今年の農協祭は台風被災のおかげでギリギリまで実施が危ぶまれたが、復興応援ということで実施が決まった。
母のカラオケ教室では2曲歌う予定で練習をしていたが、被災して参加できなくなった仲間がいたので全体の3/5ほどの人数になった。
母は人数が減ったから絶対自分が参加しないといけないと言い張った。
しかも周りからは、「大病したあなたが舞台の真ん中に立つことでみんなに勇気を与えるのよ!」って言われたそうだ。
はい、もう止めませんから。
止めてもどうせ行くんでしょ?
大儀名分が出来て強気になった母は私に「当日は2曲歌ってさっさと帰ってくるだけだから、それで満足だから送迎してね。」と依頼してきた。
農協祭の数日前、カラオケ教室から帰った母は舞台で使うおそろいのスカーフを借りてきた。

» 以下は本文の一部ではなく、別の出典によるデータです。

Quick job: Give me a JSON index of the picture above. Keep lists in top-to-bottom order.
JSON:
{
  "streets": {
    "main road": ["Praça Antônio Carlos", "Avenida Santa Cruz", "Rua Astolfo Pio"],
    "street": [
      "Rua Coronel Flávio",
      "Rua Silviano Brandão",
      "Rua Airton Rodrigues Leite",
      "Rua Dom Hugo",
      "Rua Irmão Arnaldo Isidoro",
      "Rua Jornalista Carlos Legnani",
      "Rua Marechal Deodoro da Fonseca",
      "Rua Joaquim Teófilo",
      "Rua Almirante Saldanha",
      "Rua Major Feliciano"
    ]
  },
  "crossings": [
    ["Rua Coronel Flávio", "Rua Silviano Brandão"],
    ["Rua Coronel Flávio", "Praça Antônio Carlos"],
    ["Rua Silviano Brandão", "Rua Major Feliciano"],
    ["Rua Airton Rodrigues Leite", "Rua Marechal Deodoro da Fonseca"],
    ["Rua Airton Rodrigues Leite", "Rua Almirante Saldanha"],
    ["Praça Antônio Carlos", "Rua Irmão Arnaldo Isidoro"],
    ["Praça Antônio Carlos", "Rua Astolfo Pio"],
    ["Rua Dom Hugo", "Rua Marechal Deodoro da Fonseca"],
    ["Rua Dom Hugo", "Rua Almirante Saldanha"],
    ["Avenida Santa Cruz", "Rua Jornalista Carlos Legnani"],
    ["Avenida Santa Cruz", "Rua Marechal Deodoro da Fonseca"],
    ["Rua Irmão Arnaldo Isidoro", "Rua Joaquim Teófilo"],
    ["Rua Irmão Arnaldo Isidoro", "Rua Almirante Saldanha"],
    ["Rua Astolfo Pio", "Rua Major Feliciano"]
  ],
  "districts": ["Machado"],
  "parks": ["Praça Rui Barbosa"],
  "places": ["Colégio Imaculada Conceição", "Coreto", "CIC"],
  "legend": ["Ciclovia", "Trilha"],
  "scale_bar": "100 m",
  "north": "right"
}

スカーフを首に巻いて、楽譜を持ってポーズをとってみた母。
母「あら、なんかこのスカーフ臭いわ!」
母はそのまま洗濯機につっこんだ。
私「いやいや待て待て!それはジョーゼット素材だからネットに入れねばダメでしょ。あなたのダルダルの下着はネットに入れても意味ないけど。」
母「そうかしら?」
私「イベント用衣装は用意したの?」
母「まだ。」
私「じゃあ、持ってくるわ。」
私は、イベント用衣装置き場(?)から白いブラウスと黒いパンツを持ってきた。
あれ?なんか臭いぞ。
母に言った。
私「スカーフよりこっちの衣装の方が臭いんだけど?」
臭いを確認する母。
母「あら、別に臭くないわよ。自分の臭いは気にならないから。」
私「.....。洗います。」
農協祭当日、衣装を着てみた母。
寒いからと中にカットソーを着ていた。
白いブラウスの首元とウエストからピンク色のカットソーがはみ出ている。
しかも上下ともにパツパツだった。
去年はこんなんじゃなかったという母。
病気したくせに太ったってか?
みっともないが、本人が良いというのでそのまま車で送って行った。
私は舞台は見たくないので車で待っていた。
しばらくして母は戻ってきた。
母「一番遅く行ったからみんなに心配されたわ。」
私「指示された時間通りに送ってきましたけど?」
母「集合時間間違ったかしら?でも間に合って良かったって喜ばれた。急に来れなくなった人もいたからね。」
私「じゃ良かったね。で、一番前の真ん中で口パク?」
母「だってぇ、身長低い人は前に行かされるんだもの。だから、はみでたシャツはみんなに直されてギュウギュウにパンツに突っ込まれたわ。」
さぞやみっともなかったんだろうな。
逆に写真撮ってやればよかったかな?
まあ母は満足した様子だから良いだろう。
家に帰ると母に電話があった。
聞けば、母が帰った後にくじ引きの抽選があって、知り合いがトマトジュース1箱当てたという話だった。
要らない情報を吹き込まれた母は、くじ引きしてこなかったことを悔やんでいた。
「2曲歌ってさっさと帰ってくるだけだから、それで満足」って言ってたのはどこのどなたですか?